Above, watch and listen to Iguodala describe how he attempts to contain LeBron James. After the jump, check out some more highlights of Moore's feature.

One of the key ideas here, apart from that Iguodala is good, is that he can only do so much against some of the league's best players:

I watched video of Iguodala's defense in preparation for this piece for roughly four hours. And the most important thing I can tell you is that Iguodala can do whatever he wants, play as well as he can, and guys are still going to score. Kevin Durant, LeBron James, Russell Westbrook, Carmelo Anthony, Kobe Bryant, Dwyane Wade, you can hit these guys with a 2X4 and they're still getting buckets.

Great offense will beat great defense, but if you make great offense work long enough, the impact will be felt. That's what great defenses do. That's what great defenders do. That's what Iguodala does.

He achieves that end with a combination of mental acuity and athleticism:

If watching Dwight Howard play defense is like watching a killer hippo flashdance, and if watching Tony Allen defend is like watching a lion track down caribou as it tries a futile effort at escape, watching Iguodala is watching an architect build a skyscraper in minutes. The angles, the accuracy and the careful blend of creativity and required pragmatics are stunning. And so much of it springs from what goes on in his head. [...]
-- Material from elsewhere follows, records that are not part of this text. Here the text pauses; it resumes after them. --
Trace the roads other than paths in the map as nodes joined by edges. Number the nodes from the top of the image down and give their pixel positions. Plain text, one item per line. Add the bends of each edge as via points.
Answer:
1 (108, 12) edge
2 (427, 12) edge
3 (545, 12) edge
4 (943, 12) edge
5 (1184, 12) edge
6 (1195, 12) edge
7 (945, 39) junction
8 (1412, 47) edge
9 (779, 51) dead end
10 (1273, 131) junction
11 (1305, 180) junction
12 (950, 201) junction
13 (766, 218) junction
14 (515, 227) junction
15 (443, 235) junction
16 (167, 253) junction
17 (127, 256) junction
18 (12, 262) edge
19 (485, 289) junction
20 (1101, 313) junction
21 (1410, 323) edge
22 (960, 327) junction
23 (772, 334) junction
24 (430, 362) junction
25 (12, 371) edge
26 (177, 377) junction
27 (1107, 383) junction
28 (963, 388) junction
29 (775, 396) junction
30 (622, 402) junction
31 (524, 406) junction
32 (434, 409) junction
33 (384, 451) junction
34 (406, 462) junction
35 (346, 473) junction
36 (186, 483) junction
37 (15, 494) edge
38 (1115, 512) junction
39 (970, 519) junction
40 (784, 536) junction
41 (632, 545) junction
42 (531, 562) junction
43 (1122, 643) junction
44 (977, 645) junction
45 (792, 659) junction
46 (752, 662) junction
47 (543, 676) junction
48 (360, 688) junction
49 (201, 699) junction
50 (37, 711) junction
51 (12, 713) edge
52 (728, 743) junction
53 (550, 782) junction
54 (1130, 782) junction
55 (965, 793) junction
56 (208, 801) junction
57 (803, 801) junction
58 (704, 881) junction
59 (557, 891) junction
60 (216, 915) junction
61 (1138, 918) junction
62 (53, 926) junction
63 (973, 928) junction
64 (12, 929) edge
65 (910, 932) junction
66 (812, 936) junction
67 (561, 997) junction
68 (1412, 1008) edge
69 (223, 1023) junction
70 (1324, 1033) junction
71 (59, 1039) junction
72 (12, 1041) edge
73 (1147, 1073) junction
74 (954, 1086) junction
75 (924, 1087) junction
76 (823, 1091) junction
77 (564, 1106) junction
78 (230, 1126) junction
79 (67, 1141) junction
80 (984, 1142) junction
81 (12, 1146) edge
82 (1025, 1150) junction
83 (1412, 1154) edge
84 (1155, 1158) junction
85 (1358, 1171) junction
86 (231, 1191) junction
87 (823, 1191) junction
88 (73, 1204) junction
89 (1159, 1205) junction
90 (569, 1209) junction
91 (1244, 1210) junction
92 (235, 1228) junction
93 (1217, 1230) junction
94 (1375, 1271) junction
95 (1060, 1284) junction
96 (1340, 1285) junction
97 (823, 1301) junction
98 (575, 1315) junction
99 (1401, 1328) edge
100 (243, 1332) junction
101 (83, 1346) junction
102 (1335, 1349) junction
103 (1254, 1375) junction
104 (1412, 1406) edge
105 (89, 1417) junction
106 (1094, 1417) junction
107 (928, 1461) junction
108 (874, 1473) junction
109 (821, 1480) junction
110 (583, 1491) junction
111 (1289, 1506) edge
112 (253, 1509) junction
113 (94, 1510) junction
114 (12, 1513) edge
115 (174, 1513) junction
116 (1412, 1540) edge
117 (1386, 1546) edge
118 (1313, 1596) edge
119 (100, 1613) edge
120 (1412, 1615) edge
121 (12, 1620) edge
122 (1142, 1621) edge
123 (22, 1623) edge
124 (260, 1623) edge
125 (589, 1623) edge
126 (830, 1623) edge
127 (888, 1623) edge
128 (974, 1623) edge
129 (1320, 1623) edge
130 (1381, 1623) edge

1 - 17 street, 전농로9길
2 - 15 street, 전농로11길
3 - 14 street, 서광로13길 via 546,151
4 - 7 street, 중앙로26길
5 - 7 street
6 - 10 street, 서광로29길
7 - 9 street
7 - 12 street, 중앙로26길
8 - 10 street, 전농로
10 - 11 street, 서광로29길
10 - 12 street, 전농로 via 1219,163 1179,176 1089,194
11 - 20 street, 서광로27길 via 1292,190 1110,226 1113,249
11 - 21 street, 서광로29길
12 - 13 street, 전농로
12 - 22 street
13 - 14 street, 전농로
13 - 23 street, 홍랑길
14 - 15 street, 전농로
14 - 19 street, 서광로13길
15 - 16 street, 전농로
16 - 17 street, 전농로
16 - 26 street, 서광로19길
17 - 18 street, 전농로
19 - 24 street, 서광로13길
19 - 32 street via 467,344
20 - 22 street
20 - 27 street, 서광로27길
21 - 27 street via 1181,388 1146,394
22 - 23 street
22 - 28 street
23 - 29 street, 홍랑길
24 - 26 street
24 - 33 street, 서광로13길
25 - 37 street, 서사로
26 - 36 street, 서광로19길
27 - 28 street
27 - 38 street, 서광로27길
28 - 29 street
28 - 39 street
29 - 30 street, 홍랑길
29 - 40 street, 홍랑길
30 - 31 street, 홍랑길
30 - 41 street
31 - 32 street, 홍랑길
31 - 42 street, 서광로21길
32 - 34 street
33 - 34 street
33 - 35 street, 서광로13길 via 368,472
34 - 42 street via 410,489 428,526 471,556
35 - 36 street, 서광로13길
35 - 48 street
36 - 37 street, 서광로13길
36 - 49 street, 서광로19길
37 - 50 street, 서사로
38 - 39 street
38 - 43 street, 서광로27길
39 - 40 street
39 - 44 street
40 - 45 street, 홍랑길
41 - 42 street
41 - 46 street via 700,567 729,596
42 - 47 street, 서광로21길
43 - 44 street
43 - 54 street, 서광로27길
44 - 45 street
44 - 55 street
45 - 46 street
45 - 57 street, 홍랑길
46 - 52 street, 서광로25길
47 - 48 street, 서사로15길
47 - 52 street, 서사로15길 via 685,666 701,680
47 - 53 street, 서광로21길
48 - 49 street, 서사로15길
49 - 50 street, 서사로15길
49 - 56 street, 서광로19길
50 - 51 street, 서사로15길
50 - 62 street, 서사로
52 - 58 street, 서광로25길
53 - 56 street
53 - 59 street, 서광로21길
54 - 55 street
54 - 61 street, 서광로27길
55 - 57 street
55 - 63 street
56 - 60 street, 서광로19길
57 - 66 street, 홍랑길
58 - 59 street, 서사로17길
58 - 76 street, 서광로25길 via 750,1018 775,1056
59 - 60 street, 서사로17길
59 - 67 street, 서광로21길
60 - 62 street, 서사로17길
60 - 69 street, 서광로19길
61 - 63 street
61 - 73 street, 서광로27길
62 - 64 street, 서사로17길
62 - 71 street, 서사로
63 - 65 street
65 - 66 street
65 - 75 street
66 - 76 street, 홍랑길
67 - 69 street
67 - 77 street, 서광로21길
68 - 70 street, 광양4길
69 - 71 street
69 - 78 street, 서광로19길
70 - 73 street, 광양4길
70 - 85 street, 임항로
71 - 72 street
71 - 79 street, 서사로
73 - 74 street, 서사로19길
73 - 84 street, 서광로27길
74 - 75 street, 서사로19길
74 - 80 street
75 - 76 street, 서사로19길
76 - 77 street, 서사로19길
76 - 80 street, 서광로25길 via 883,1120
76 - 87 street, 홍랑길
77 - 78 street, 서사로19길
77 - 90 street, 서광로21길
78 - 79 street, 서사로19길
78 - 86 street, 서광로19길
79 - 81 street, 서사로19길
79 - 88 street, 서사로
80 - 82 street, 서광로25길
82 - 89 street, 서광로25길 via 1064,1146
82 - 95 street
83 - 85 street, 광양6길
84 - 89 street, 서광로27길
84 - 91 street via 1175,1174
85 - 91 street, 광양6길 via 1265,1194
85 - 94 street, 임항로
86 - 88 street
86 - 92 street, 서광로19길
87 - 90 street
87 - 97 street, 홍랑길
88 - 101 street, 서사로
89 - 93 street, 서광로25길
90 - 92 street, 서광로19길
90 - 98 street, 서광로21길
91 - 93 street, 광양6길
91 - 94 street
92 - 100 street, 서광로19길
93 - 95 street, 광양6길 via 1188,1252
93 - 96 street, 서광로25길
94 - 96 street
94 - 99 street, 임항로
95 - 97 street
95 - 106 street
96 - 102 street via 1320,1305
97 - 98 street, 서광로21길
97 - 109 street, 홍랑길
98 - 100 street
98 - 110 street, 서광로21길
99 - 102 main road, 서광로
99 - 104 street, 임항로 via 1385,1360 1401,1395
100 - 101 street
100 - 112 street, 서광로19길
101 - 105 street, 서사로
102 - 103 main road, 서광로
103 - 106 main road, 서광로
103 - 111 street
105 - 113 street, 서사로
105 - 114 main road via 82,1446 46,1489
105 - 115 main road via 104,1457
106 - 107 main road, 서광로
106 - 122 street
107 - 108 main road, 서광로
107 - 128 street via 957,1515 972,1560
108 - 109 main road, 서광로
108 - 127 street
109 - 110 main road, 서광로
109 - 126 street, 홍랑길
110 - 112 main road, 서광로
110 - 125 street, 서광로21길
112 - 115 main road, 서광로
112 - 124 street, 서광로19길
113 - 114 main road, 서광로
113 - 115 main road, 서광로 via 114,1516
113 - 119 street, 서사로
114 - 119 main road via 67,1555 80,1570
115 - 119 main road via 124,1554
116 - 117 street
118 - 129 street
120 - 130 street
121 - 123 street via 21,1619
Iguodala has a way of making something sound both complex and routine at the same time, which makes sense. He's one of about 10 people on earth who can defend the perimeter at the level he can, but he does it for 82 games a year plus playoffs. It's the same way an astronaut can talk casually about timing engine bursts or a surgeon talks about carving tissue. It's both extraordinary and mundane. [...]

That 30 percent physical part he speaks to shouldn't be downplayed. His acumen and intelligence wouldn't be as effective if he wasn't able to cover as much ground as quickly as he can. But even when he catches arguably the fastest player in the league, Russell Westbrook, at the rim, his approach is determined by the best way to counter-attack OKC's speedster at the rim.

It's this mental approach that's most striking in the absolutely essential videos that accompany this piece. As Iguodala narrates the plays, he breaks down the specifics of possessions and player movement with incredible sophistication.

It's a basketball cliche to say that defense is about effort, and in many ways that's true. But Iguodala's explanations of his defense prove that effort can only get a player so far. Defense is a skill that has to be taught, learned, and improved with repetition like any other. If Iguodala simply worked hard, he wouldn't limit the NBA's best scorers as well as he does. To defend at this level, he needs to exercise an in-the-moment logic that can only be developed over the course of many seasons in the league. Effort is nice, but it's not a magic trick to get a team to play better. As with most things in the NBA, defense is a lot more complicated than that.